# Source data:
*** Block opens ***
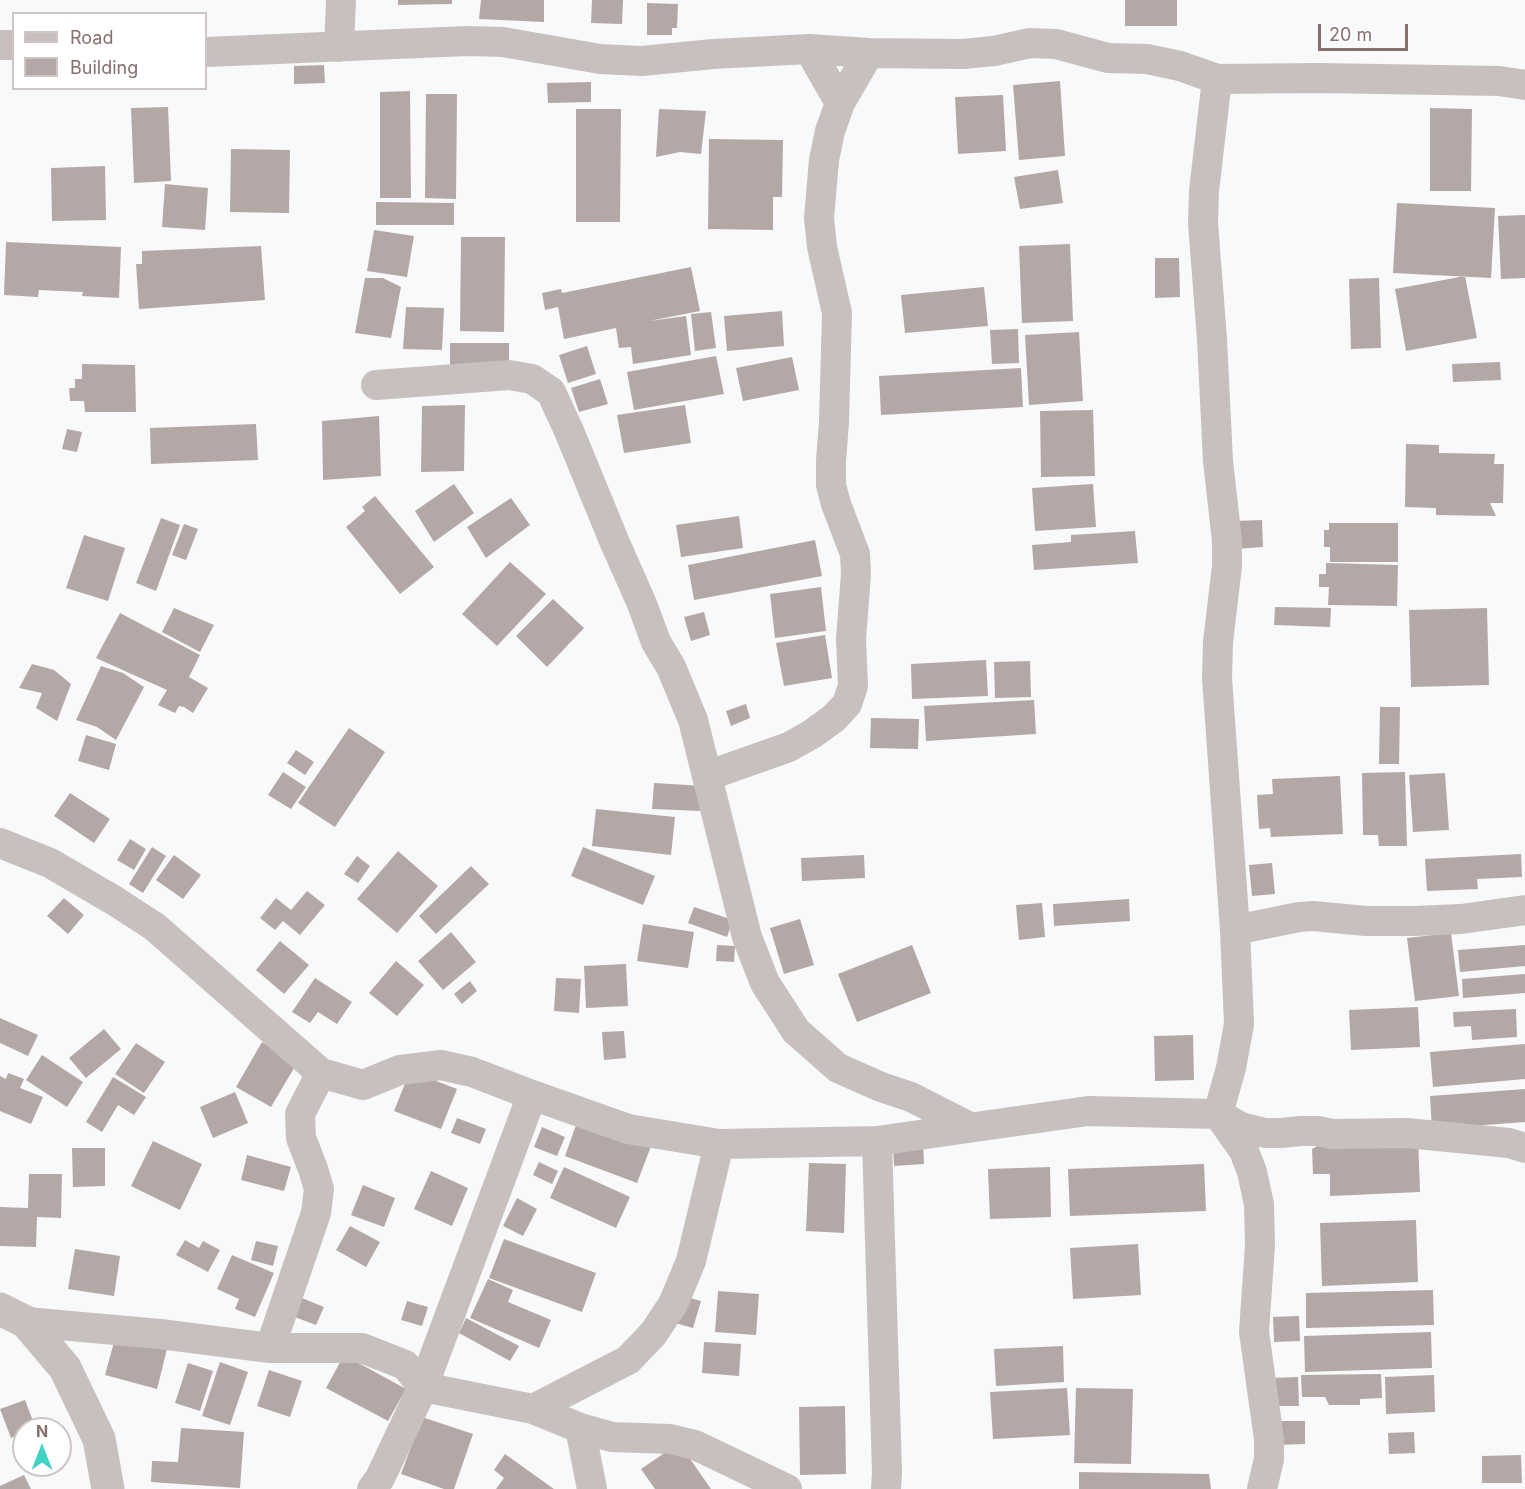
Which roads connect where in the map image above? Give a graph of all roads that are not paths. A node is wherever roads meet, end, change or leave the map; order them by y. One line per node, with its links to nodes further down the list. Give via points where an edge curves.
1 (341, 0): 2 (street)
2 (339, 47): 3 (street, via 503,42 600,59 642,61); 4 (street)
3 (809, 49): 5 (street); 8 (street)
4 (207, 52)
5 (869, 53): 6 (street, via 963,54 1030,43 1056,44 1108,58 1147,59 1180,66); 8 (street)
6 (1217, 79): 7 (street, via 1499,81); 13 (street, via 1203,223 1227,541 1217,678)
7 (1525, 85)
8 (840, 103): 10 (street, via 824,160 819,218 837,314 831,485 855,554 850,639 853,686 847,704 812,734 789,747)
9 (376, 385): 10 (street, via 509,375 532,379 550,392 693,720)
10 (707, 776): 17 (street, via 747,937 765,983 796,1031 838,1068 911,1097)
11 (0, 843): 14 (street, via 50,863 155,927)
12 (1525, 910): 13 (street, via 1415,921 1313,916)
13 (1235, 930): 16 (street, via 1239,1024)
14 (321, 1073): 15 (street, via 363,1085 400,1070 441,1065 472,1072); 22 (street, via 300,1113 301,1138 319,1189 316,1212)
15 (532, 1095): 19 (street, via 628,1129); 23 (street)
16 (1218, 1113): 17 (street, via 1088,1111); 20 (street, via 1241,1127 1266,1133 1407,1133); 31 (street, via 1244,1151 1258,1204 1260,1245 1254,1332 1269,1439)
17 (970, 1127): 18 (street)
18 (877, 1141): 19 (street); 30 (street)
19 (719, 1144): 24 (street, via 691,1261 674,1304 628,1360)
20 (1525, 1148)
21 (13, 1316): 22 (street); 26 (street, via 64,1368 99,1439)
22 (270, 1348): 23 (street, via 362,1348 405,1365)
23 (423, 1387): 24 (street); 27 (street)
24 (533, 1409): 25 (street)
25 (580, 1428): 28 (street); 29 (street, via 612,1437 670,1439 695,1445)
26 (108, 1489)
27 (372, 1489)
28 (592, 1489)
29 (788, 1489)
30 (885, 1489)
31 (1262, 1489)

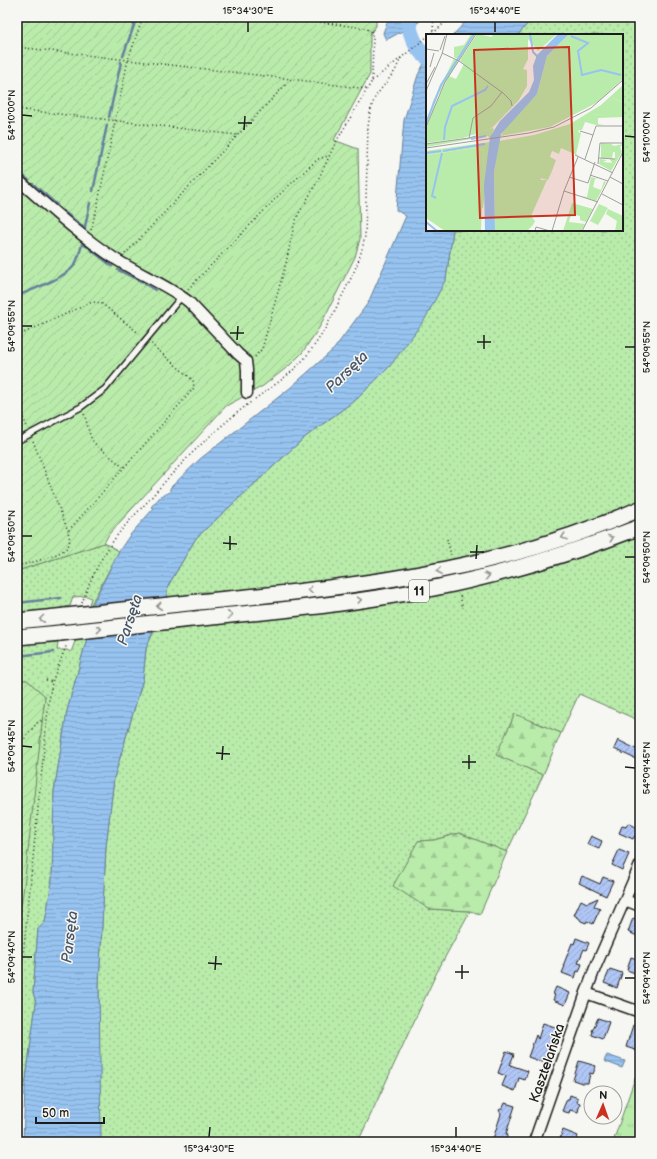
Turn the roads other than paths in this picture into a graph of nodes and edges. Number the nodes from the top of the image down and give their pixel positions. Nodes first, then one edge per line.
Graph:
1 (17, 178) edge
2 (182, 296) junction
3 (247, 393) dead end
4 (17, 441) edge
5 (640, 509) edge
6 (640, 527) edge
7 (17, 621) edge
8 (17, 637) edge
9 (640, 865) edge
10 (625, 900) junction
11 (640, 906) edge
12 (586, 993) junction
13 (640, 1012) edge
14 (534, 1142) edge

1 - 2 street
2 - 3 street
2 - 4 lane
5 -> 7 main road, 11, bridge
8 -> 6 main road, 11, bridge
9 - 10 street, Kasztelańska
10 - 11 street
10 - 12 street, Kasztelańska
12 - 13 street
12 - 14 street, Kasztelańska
*** Block closes ***
*** Block opens ***
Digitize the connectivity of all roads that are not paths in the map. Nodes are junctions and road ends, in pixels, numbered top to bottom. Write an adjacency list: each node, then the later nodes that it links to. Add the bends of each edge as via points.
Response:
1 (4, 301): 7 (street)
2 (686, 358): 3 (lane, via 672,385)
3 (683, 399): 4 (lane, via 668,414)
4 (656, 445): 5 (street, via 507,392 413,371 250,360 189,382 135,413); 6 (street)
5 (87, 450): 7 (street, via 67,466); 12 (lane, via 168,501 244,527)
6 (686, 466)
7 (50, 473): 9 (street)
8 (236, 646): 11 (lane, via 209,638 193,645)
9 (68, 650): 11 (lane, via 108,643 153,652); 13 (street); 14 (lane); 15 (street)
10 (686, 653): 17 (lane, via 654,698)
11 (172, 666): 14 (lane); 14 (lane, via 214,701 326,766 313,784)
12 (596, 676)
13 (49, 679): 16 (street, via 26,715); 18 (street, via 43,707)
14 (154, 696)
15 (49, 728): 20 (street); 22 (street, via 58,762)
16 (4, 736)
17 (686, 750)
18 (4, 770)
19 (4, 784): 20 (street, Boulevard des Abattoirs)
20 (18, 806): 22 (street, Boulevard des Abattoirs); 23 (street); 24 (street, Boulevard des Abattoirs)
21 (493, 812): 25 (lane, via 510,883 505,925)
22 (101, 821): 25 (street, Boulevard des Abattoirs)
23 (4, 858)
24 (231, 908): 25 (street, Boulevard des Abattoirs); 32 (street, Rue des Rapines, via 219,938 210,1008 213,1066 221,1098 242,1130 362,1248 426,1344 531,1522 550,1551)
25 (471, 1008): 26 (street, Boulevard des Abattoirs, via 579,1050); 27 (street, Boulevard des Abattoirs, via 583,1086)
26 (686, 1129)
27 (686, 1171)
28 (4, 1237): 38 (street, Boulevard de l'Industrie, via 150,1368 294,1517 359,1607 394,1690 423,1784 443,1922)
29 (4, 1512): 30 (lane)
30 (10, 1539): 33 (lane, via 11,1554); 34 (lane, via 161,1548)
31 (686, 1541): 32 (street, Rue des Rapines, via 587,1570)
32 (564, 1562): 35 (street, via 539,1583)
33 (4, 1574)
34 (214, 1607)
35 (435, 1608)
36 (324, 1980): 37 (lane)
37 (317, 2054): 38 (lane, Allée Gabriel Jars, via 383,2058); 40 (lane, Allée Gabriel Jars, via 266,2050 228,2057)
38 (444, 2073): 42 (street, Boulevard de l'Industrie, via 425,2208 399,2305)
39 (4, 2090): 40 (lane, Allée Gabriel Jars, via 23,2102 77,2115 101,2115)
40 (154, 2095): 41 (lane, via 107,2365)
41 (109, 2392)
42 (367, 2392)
*** Block closes ***
# What the exercise asks:
The expected result is every line above containing the string "then".

# Completed exercise:
Turn the roads other than paths in this picture into a graph of nodes and edges. Number the nodes from the top of the image down and give their pixel positions. Nodes first, then one edge per line.
Digitize the connectivity of all roads that are not paths in the map. Nodes are junctions and road ends, in pixels, numbered top to bottom. Write an adjacency list: each node, then the later nodes that it links to. Add the bends of each edge as via points.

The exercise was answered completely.